▶ **YOUR GOAL**: Each line of the listing that contains "hand" should be found and copied.
*** Opening of TASK INPUT ***
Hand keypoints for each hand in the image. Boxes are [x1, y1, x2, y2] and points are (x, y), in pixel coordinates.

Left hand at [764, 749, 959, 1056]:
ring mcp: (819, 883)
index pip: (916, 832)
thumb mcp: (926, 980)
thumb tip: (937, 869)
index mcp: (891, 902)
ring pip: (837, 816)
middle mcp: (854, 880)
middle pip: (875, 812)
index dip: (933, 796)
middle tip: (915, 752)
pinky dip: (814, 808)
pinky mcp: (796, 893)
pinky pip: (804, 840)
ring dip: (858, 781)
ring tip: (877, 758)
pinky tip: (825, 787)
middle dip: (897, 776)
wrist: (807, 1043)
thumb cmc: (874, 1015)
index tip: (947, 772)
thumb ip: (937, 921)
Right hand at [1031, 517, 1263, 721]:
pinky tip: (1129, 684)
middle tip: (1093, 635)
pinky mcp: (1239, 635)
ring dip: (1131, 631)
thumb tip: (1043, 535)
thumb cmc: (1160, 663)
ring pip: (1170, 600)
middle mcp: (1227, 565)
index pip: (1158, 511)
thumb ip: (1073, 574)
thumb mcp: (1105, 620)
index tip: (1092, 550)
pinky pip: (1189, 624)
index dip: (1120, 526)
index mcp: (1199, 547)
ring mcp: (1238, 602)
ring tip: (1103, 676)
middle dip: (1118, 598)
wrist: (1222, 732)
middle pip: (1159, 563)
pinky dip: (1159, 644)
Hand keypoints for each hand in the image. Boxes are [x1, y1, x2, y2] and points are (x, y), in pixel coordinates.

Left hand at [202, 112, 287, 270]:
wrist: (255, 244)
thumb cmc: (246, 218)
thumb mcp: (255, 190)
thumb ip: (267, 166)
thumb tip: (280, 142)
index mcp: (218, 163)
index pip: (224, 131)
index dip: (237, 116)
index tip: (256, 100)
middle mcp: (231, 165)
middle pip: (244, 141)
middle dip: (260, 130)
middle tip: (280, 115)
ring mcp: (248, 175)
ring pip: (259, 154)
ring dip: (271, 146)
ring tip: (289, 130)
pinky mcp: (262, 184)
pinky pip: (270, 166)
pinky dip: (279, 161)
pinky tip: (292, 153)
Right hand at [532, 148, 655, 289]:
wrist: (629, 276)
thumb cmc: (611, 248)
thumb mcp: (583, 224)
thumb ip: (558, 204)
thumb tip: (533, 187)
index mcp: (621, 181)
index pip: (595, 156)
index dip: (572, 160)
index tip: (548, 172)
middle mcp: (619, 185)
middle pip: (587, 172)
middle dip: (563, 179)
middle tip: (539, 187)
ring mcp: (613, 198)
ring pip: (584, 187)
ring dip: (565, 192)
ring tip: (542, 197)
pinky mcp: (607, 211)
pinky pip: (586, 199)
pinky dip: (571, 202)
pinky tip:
*** Close of TASK INPUT ***
▶ **WRITTEN REPLY**:
Hand keypoints for each hand in the image. Boxes are [x1, y1, x2, y2] and points are (x, y), in pixel coordinates.
Left hand at [764, 749, 959, 1056]:
Right hand at [1031, 517, 1263, 721]:
Hand keypoints for each hand in the image. Boxes are [x1, y1, x2, y2] and points are (x, y), in pixel coordinates.
Left hand at [202, 112, 287, 270]:
Right hand at [532, 148, 655, 289]:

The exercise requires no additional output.